Problem to work on
Produce a copy of every line in the records that holds the string "highway".

Excerpted data
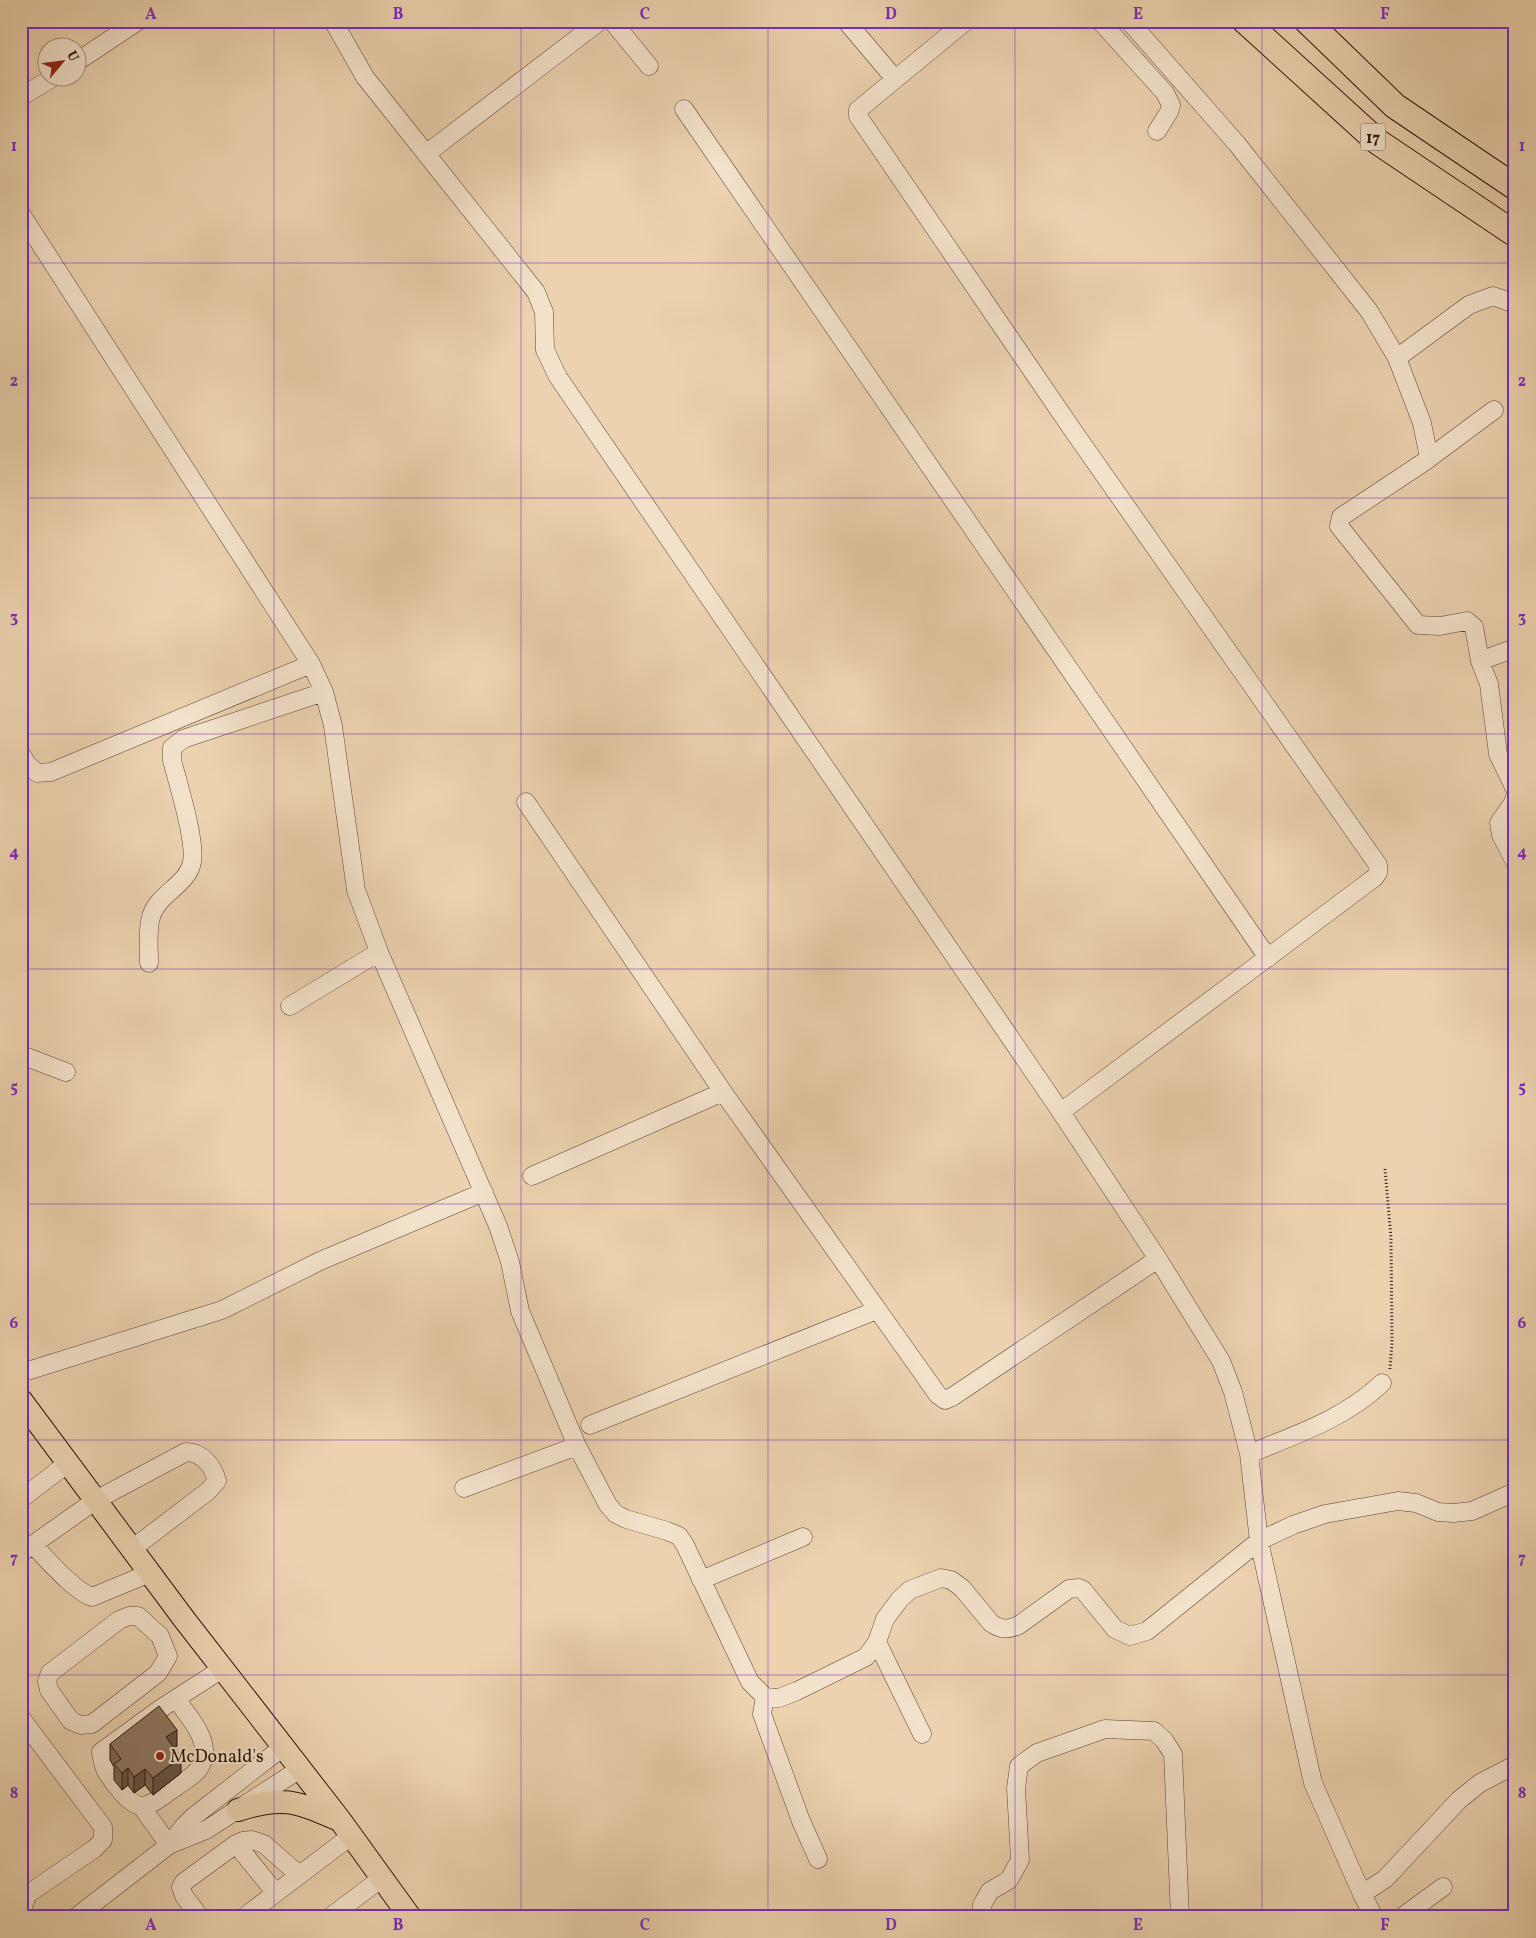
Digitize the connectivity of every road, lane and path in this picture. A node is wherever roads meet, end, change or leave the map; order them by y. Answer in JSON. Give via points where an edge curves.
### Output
{"nodes":[{"id":1,"x":138,"y":21,"type":"edge"},
{"id":2,"x":333,"y":21,"type":"edge"},
{"id":3,"x":600,"y":21,"type":"edge"},
{"id":4,"x":612,"y":21,"type":"edge"},
{"id":5,"x":846,"y":21,"type":"edge"},
{"id":6,"x":966,"y":21,"type":"edge"},
{"id":7,"x":1100,"y":21,"type":"edge"},
{"id":8,"x":1129,"y":21,"type":"edge"},
{"id":9,"x":1244,"y":21,"type":"edge"},
{"id":10,"x":1307,"y":21,"type":"edge"},
{"id":11,"x":88,"y":54,"type":"edge"},
{"id":12,"x":650,"y":66,"type":"dead end"},
{"id":13,"x":895,"y":78,"type":"junction"},
{"id":14,"x":38,"y":87,"type":"edge"},
{"id":15,"x":21,"y":97,"type":"edge"},
{"id":16,"x":684,"y":109,"type":"dead end"},
{"id":17,"x":1157,"y":132,"type":"dead end"},
{"id":18,"x":426,"y":154,"type":"junction"},
{"id":19,"x":1515,"y":187,"type":"edge"},
{"id":20,"x":21,"y":214,"type":"edge"},
{"id":21,"x":1515,"y":234,"type":"edge"},
{"id":22,"x":1515,"y":304,"type":"edge"},
{"id":23,"x":1397,"y":358,"type":"junction"},
{"id":24,"x":1494,"y":410,"type":"dead end"},
{"id":25,"x":1429,"y":458,"type":"junction"},
{"id":26,"x":1515,"y":648,"type":"edge"},
{"id":27,"x":1480,"y":661,"type":"junction"},
{"id":28,"x":311,"y":664,"type":"junction"},
{"id":29,"x":324,"y":692,"type":"junction"},
{"id":30,"x":21,"y":754,"type":"edge"},
{"id":31,"x":1515,"y":789,"type":"edge"},
{"id":32,"x":1515,"y":797,"type":"edge"},
{"id":33,"x":526,"y":802,"type":"dead end"},
{"id":34,"x":1515,"y":862,"type":"edge"},
{"id":35,"x":379,"y":952,"type":"junction"},
{"id":36,"x":1268,"y":958,"type":"junction"},
{"id":37,"x":149,"y":962,"type":"dead end"},
{"id":38,"x":290,"y":1006,"type":"dead end"},
{"id":39,"x":21,"y":1055,"type":"edge"},
{"id":40,"x":66,"y":1072,"type":"dead end"},
{"id":41,"x":723,"y":1092,"type":"junction"},
{"id":42,"x":1061,"y":1112,"type":"junction"},
{"id":43,"x":1385,"y":1169,"type":"dead end"},
{"id":44,"x":532,"y":1176,"type":"dead end"},
{"id":45,"x":484,"y":1192,"type":"junction"},
{"id":46,"x":1158,"y":1259,"type":"junction"},
{"id":47,"x":877,"y":1310,"type":"junction"},
{"id":48,"x":21,"y":1374,"type":"edge"},
{"id":49,"x":1382,"y":1383,"type":"joint"},
{"id":50,"x":21,"y":1400,"type":"edge"},
{"id":51,"x":590,"y":1425,"type":"dead end"},
{"id":52,"x":577,"y":1446,"type":"junction"},
{"id":53,"x":1249,"y":1454,"type":"junction"},
{"id":54,"x":68,"y":1463,"type":"junction"},
{"id":55,"x":464,"y":1488,"type":"dead end"},
{"id":56,"x":1515,"y":1492,"type":"edge"},
{"id":57,"x":21,"y":1499,"type":"edge"},
{"id":58,"x":96,"y":1500,"type":"junction"},
{"id":59,"x":803,"y":1537,"type":"dead end"},
{"id":60,"x":1260,"y":1541,"type":"junction"},
{"id":61,"x":27,"y":1549,"type":"edge"},
{"id":62,"x":132,"y":1549,"type":"junction"},
{"id":63,"x":150,"y":1573,"type":"junction"},
{"id":64,"x":701,"y":1580,"type":"junction"},
{"id":65,"x":184,"y":1619,"type":"junction"},
{"id":66,"x":160,"y":1636,"type":"junction"},
{"id":67,"x":877,"y":1642,"type":"junction"},
{"id":68,"x":222,"y":1669,"type":"junction"},
{"id":69,"x":764,"y":1698,"type":"junction"},
{"id":70,"x":176,"y":1699,"type":"junction"},
{"id":71,"x":21,"y":1718,"type":"edge"},
{"id":72,"x":922,"y":1734,"type":"dead end"},
{"id":73,"x":283,"y":1746,"type":"junction"},
{"id":74,"x":1515,"y":1765,"type":"edge"},
{"id":75,"x":300,"y":1769,"type":"junction"},
{"id":76,"x":141,"y":1806,"type":"junction"},
{"id":77,"x":238,"y":1810,"type":"junction"},
{"id":78,"x":345,"y":1828,"type":"junction"},
{"id":79,"x":236,"y":1844,"type":"junction"},
{"id":80,"x":169,"y":1845,"type":"junction"},
{"id":81,"x":818,"y":1859,"type":"dead end"},
{"id":82,"x":298,"y":1874,"type":"junction"},
{"id":83,"x":382,"y":1878,"type":"junction"},
{"id":84,"x":1443,"y":1887,"type":"dead end"},
{"id":85,"x":275,"y":1892,"type":"junction"},
{"id":86,"x":1362,"y":1894,"type":"junction"},
{"id":87,"x":26,"y":1917,"type":"edge"},
{"id":88,"x":76,"y":1917,"type":"edge"},
{"id":89,"x":200,"y":1917,"type":"edge"},
{"id":90,"x":244,"y":1917,"type":"edge"},
{"id":91,"x":330,"y":1917,"type":"edge"},
{"id":92,"x":410,"y":1917,"type":"edge"},
{"id":93,"x":982,"y":1917,"type":"edge"},
{"id":94,"x":1180,"y":1917,"type":"edge"},
{"id":95,"x":1374,"y":1917,"type":"edge"},
{"id":96,"x":1402,"y":1917,"type":"edge"}],
"edges":[{"from":1,"to":11,"type":"street"},
{"from":2,"to":18,"type":"street","via":[[365,77]]},
{"from":3,"to":18,"type":"street"},
{"from":4,"to":12,"type":"street"},
{"from":5,"to":13,"type":"street"},
{"from":6,"to":13,"type":"street"},
{"from":7,"to":17,"type":"street","via":[[1165,93],[1171,105]]},
{"from":8,"to":23,"type":"street","via":[[1237,144],[1369,311]]},
{"from":9,"to":21,"type":"highway","number":"17","via":[[1378,142]]},
{"from":10,"to":19,"type":"highway","number":"17","via":[[1395,106]]},
{"from":13,"to":36,"type":"street","via":[[858,110],[858,116],[1378,865],[1374,878]]},
{"from":14,"to":15,"type":"street"},
{"from":16,"to":36,"type":"street"},
{"from":18,"to":42,"type":"street","via":[[536,292],[544,312],[545,350],[558,378]]},
{"from":20,"to":28,"type":"street"},
{"from":22,"to":23,"type":"street","via":[[1493,296],[1469,305]]},
{"from":23,"to":25,"type":"street","via":[[1422,423]]},
{"from":24,"to":25,"type":"street"},
{"from":25,"to":27,"type":"street","via":[[1341,517],[1339,526],[1418,625],[1440,626],[1467,621],[1474,627]]},
{"from":26,"to":27,"type":"street"},
{"from":27,"to":31,"type":"street","via":[[1489,684],[1498,754]]},
{"from":28,"to":29,"type":"street"},
{"from":28,"to":30,"type":"street","via":[[52,772],[37,773]]},
{"from":29,"to":35,"type":"street","via":[[333,726],[356,890]]},
{"from":29,"to":37,"type":"street","via":[[183,739],[172,748],[192,842],[192,861],[188,873],[151,916]]},
{"from":32,"to":34,"type":"street","via":[[1499,823],[1501,835]]},
{"from":33,"to":41,"type":"street"},
{"from":35,"to":38,"type":"street"},
{"from":35,"to":45,"type":"street"},
{"from":36,"to":42,"type":"street"},
{"from":39,"to":40,"type":"street"},
{"from":41,"to":44,"type":"street"},
{"from":41,"to":47,"type":"street"},
{"from":42,"to":46,"type":"street"},
{"from":43,"to":49,"type":"path","via":[[1391,1238],[1392,1351],[1391,1367]]},
{"from":45,"to":48,"type":"street","via":[[320,1262],[222,1310]]},
{"from":45,"to":52,"type":"street","via":[[510,1262],[520,1311]]},
{"from":46,"to":47,"type":"street","via":[[945,1400],[938,1395]]},
{"from":46,"to":53,"type":"street","via":[[1221,1361],[1233,1392]]},
{"from":47,"to":51,"type":"street"},
{"from":49,"to":53,"type":"street","via":[[1327,1421]]},
{"from":50,"to":54,"type":"main road"},
{"from":52,"to":55,"type":"street"},
{"from":52,"to":64,"type":"street","via":[[616,1514],[679,1536]]},
{"from":53,"to":60,"type":"street"},
{"from":54,"to":57,"type":"street"},
{"from":54,"to":58,"type":"main road"},
{"from":56,"to":60,"type":"street","via":[[1472,1511],[1438,1512],[1416,1503],[1398,1501],[1334,1513],[1293,1525]]},
{"from":58,"to":61,"type":"street"},
{"from":58,"to":62,"type":"main road"},
{"from":58,"to":62,"type":"street","via":[[186,1452],[194,1452],[214,1472],[218,1481],[208,1491]]},
{"from":59,"to":64,"type":"street"},
{"from":60,"to":67,"type":"street","via":[[1147,1631],[1130,1636],[1115,1629],[1079,1588],[1069,1589],[1019,1625],[1004,1629],[991,1623],[962,1588],[941,1578],[910,1590],[900,1599],[885,1620]]},
{"from":60,"to":86,"type":"street","via":[[1313,1783]]},
{"from":61,"to":63,"type":"street","via":[[92,1597]]},
{"from":62,"to":63,"type":"main road"},
{"from":63,"to":65,"type":"main road"},
{"from":64,"to":69,"type":"street","via":[[750,1682]]},
{"from":65,"to":66,"type":"street"},
{"from":65,"to":68,"type":"main road"},
{"from":66,"to":66,"type":"street","via":[[168,1656],[158,1673],[92,1724],[81,1725],[72,1721],[49,1690],[47,1681],[50,1673],[119,1620],[138,1616]]},
{"from":67,"to":69,"type":"street","via":[[866,1657],[798,1691],[779,1698]]},
{"from":67,"to":72,"type":"street"},
{"from":68,"to":70,"type":"street"},
{"from":68,"to":73,"type":"main road"},
{"from":69,"to":81,"type":"street","via":[[762,1714]]},
{"from":70,"to":76,"type":"street","via":[[197,1727],[203,1756],[200,1768],[151,1804]]},
{"from":70,"to":76,"type":"street","via":[[101,1752],[106,1771],[132,1803]]},
{"from":71,"to":87,"type":"street","via":[[103,1827],[103,1840],[94,1849],[28,1894],[23,1906]]},
{"from":73,"to":75,"type":"main road"},
{"from":73,"to":80,"type":"street","via":[[193,1817]]},
{"from":74,"to":86,"type":"street","via":[[1480,1783],[1459,1800],[1385,1879]]},
{"from":75,"to":77,"type":"street"},
{"from":75,"to":78,"type":"main road"},
{"from":76,"to":80,"type":"street"},
{"from":77,"to":78,"type":"main road","via":[[261,1802],[283,1800],[309,1808]]},
{"from":77,"to":80,"type":"street","via":[[206,1830]]},
{"from":78,"to":82,"type":"street"},
{"from":78,"to":83,"type":"main road"},
{"from":79,"to":82,"type":"street","via":[[252,1840],[264,1844]]},
{"from":79,"to":85,"type":"street"},
{"from":79,"to":89,"type":"street","via":[[181,1887]]},
{"from":80,"to":88,"type":"street"},
{"from":82,"to":85,"type":"street"},
{"from":83,"to":91,"type":"street"},
{"from":83,"to":92,"type":"main road"},
{"from":84,"to":96,"type":"street"},
{"from":85,"to":90,"type":"street"},
{"from":86,"to":95,"type":"street"},
{"from":93,"to":94,"type":"street","via":[[982,1906],[990,1891],[1009,1880],[1020,1860],[1016,1788],[1019,1766],[1037,1753],[1105,1729],[1154,1731],[1173,1754]]}]}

Result
{"from":9,"to":21,"type":"highway","number":"17","via":[[1378,142]]},
{"from":10,"to":19,"type":"highway","number":"17","via":[[1395,106]]},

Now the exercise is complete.